Safer option for preventing breast cancer
MIL/Agencies, Apr 19, 2006. Jonathan Bor
Women at high risk for breast cancer might have a safer option for preventing the disease, doctors said yesterday after concluding one of the largest breast cancer prevention trials in history.
A nationwide trial among more than 19,000 post-menopausal women showed that a popular drug used to prevent and treat osteoporosis is just as effective in staving off breast cancer as the older standby, tamoxifen, but with fewer side effects.
Both medications cut in half a woman's chance of developing breast cancer, but women taking the osteoporosis drug - called raloxifene and sold as Evista - developed fewer uterine cancers and blood clots. They also suffered fewer hot flashes, night sweats and other unpleasant symptoms.
"This is good news for women," said Dr. Leslie Ford, associate director for clinical research at the National Cancer Institute. "We think this gives women a real choice."

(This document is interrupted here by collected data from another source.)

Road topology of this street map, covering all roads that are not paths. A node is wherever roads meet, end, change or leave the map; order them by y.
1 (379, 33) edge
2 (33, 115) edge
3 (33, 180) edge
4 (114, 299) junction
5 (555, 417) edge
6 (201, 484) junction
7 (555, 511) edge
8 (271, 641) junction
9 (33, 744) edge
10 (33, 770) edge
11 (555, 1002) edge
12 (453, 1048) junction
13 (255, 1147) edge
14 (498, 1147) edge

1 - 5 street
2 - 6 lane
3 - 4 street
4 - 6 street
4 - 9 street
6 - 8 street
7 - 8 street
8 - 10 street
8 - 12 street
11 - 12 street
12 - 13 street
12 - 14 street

"It's clear that we feel that raloxifene is the winner in this trial," said Dr. D. Lawrence Wickerham, associate chairman of a nationwide consortium that organized the trial. "Already, a half-million or more women are on raloxifene for treatment or prevention of osteoporosis. It's likely this will allow for expansion of that population."

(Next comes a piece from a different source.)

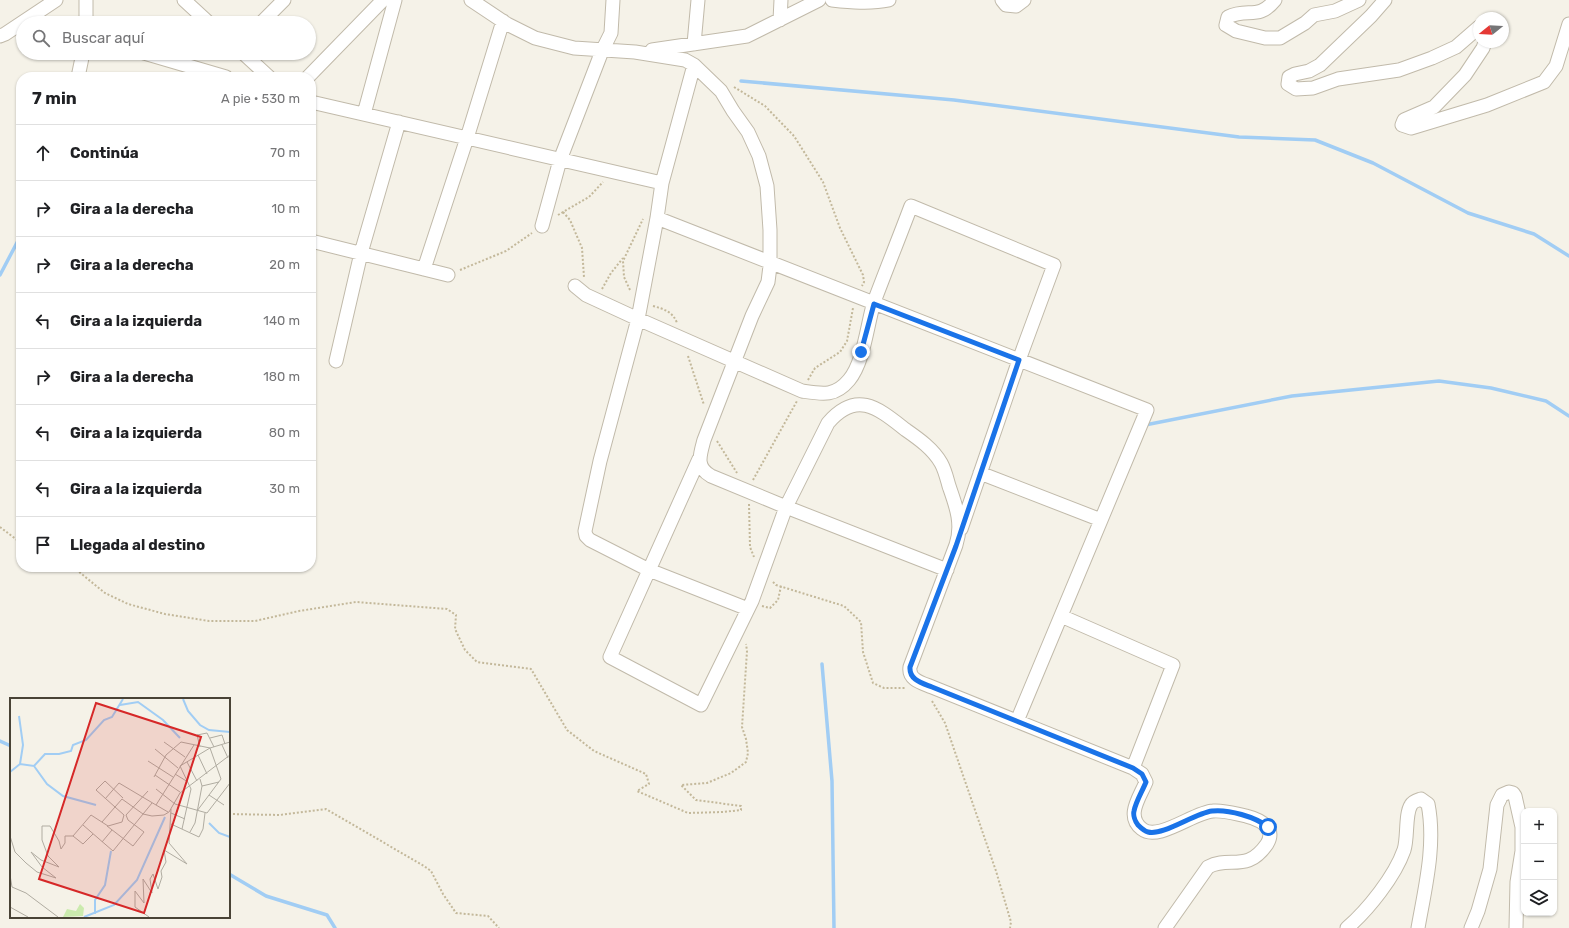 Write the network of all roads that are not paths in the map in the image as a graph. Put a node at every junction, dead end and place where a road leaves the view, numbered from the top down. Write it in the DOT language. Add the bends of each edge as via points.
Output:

For now, only tamoxifen has government approval as a preventive measure against breast cancer, although researchers said yesterday that they expect Eli Lilly, which makes raloxifene, to seek permission.
Legally, however, doctors can prescribe drugs approved for one condition to treat another.

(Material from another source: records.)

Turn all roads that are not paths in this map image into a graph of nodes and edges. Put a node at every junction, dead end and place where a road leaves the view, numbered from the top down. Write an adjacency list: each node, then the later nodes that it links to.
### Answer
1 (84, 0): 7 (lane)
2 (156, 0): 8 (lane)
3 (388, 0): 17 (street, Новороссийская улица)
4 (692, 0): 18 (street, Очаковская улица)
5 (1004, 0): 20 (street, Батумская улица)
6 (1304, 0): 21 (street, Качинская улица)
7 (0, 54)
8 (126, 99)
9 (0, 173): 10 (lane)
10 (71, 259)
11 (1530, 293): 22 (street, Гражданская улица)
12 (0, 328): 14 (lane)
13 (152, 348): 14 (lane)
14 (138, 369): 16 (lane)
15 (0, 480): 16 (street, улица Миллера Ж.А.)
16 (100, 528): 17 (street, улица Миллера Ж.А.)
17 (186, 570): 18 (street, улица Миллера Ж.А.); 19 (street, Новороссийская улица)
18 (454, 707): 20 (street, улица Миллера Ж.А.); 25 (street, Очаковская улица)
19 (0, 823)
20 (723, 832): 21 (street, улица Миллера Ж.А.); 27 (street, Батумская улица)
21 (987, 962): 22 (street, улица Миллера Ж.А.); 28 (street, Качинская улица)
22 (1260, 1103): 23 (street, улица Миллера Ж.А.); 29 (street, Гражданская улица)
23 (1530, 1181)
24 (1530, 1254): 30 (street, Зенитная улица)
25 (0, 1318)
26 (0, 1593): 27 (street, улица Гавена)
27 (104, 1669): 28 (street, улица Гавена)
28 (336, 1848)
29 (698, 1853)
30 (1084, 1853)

An estimated 9 million women in the United States are post-menopausal and at increased risk for breast cancer.
In 1998, a landmark trial demonstrated tamoxifen's powerful effect in preventing breast cancer in high-risk patients. But women have generally avoided taking it for that purpose because it was associated with a higher risk of uterine cancer and blood clots of major veins or the lung. Both are potentially life-threatening.
Researchers turned their attention to raloxifene after an osteoporosis trial produced evidence that women who took the drug also had a lower incidence of breast cancer than those taking the placebo.
Osteoporosis is a bone-thinning disease common in post-menopausal women.